Winner  Pedro Delgado (ESP) (Reynolds)
Second  Steven Rooks (NED) (PDM–Ultima–Concorde)
Third  Fabio Parra (COL) (Kelme)

Points  Eddy Planckaert (BEL) (ADR–Mini Fiat–IOC)
Mountains  Steven Rooks (NED) (PDM–Ultima–Concorde)
Youth  Erik Breukink (NED) (Toshiba–Look)
Combination  Steven Rooks (NED) (PDM–Ultima–Concorde)
Sprints  Frans Maassen (NED) (Superconfex–Yoko–Opel–Colnago)
Team PDM–Ultima–Concorde
Team Points PDM–Ultima–Concorde

The 1988 Tour de France was the 75th edition of the Tour de France, taking place from 4 to 24 July. It consisted of 22 stages over 3,286 km (2,042 mi).

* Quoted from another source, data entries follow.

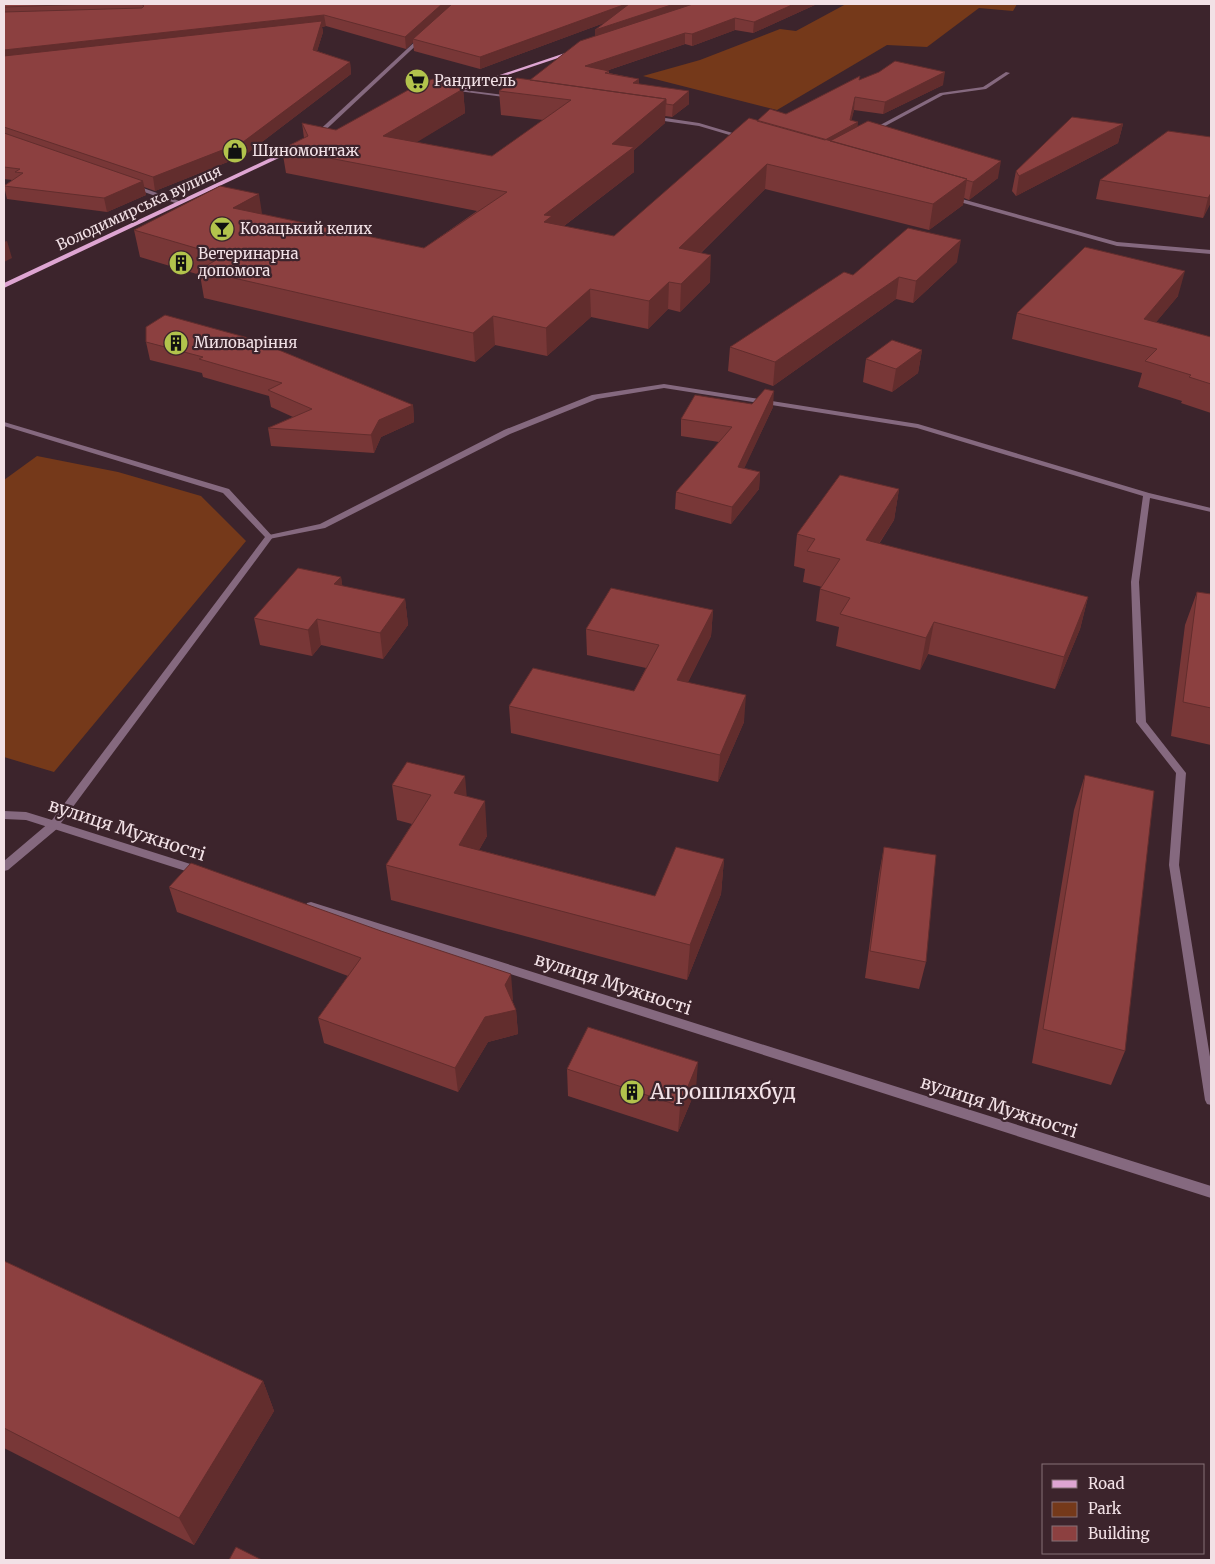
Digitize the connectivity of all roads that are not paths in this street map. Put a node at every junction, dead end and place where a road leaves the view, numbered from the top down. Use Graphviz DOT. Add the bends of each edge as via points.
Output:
graph roads {
  1 [pos="427,34"];
  2 [pos="579,50"];
  3 [pos="1008,73"];
  4 [pos="458,90"];
  5 [pos="443,95"];
  6 [pos="522,99"];
  7 [pos="650,117"];
  8 [pos="328,135"];
  9 [pos="864,135"];
  10 [pos="746,138"];
  11 [pos="313,140"];
  12 [pos="304,144"];
  13 [pos="124,183"];
  14 [pos="949,197"];
  15 [pos="180,203"];
  16 [pos="1211,252"];
  17 [pos="4,286"];
  18 [pos="4,424"];
  19 [pos="1147,495"];
  20 [pos="1211,510"];
  21 [pos="269,537"];
  22 [pos="4,815"];
  23 [pos="54,825"];
  24 [pos="4,867"];
  25 [pos="206,873"];
  26 [pos="301,903"];
  27 [pos="1211,1100"];
  28 [pos="1211,1192"];
  1 -- 11 [label="street"];
  2 -- 4 [label="main road"];
  3 -- 9 [label="street" via="984,88 942,94"];
  4 -- 5 [label="main road"];
  4 -- 6 [label="street"];
  7 -- 10 [label="street" via="699,124"];
  8 -- 11 [label="main road"];
  12 -- 15 [label="main road, Володимирська вулиця"];
  13 -- 15 [label="street"];
  14 -- 16 [label="street" via="1117,244"];
  15 -- 17 [label="main road, Володимирська вулиця"];
  18 -- 21 [label="street" via="226,491"];
  19 -- 20 [label="street"];
  19 -- 21 [label="street" via="918,426 664,386 595,397 507,432 322,526"];
  19 -- 27 [label="street" via="1135,582 1140,722 1181,773 1174,865"];
  21 -- 23 [label="street"];
  22 -- 23 [label="street, вулиця Мужності" via="26,816"];
  23 -- 24 [label="street"];
  23 -- 25 [label="street, вулиця Мужності"];
  26 -- 28 [label="street, вулиця Мужності"];
}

The race was won by Pedro Delgado with the top three positions at the end of the race being occupied by specialist climbers. The points classification was won by Eddy Planckaert, while Steven Rooks won the mountains classification and the combination classification. The young rider classification was won by Erik Breukink, and Frans Maassen won the intermediate sprints classification. Both team classifications were won by the PDM team. During the race, Delgado failed a doping test, but because the product was not yet on the doping list from the Union Cycliste International, he was not penalized.


For a more comprehensive list, see List of teams and cyclists in the 1988 Tour de France.

The UCI had also introduced a rule that limited the number of cyclists in a race to 200. In 1987, the Tour had started with 207 cyclists, so because of this rule, the number of teams in the 1988 Tour was reduced from 23 to 22, of 9 riders, a total of 198.[1] 22 teams were announced two weeks before the Tour.[1][2] The Tour organisation named three reserve teams, in case one of the 22 teams was unable to start: Postobón–Ryalco, Roland–Colnago and TVM–Van Schilt.[1]

The teams entering the race were:[2]

Pre-race favourites

The winner of the 1987 Tour de France, Stephen Roche, was unable to defend his title as he was coming back from knee surgeries. The winner from 1986, Greg LeMond, had still not fully recovered from the hunting accident that caused him to miss the 1987 Tour, and did not start this Tour.[3] Remaining favourites were Pedro Delgado, who had finished in second place in 1987, and Andy Hampsten, the winner of the 1988 Giro d'Italia, several weeks before the Tour.[3]

Route and stages

The Union Cycliste International (UCI) introduced the rule that a cycling race could not span three weekends. The Tour de France could therefore only start on Monday 4 July, and the prologue was removed. The Tour organisers were not happy with this, and they extended the Tour by adding a 'prelude' or 'preface' to the race, circumventing the rule by making it unofficial. Each team would ride for 3.8 kilometres (2.4 mi), and one cyclist per team would then finish one kilometer on his own. The recorded times were not used for the rest of the Tour, but the cyclist with the fastest time would wear the yellow jersey in the next stage.[4]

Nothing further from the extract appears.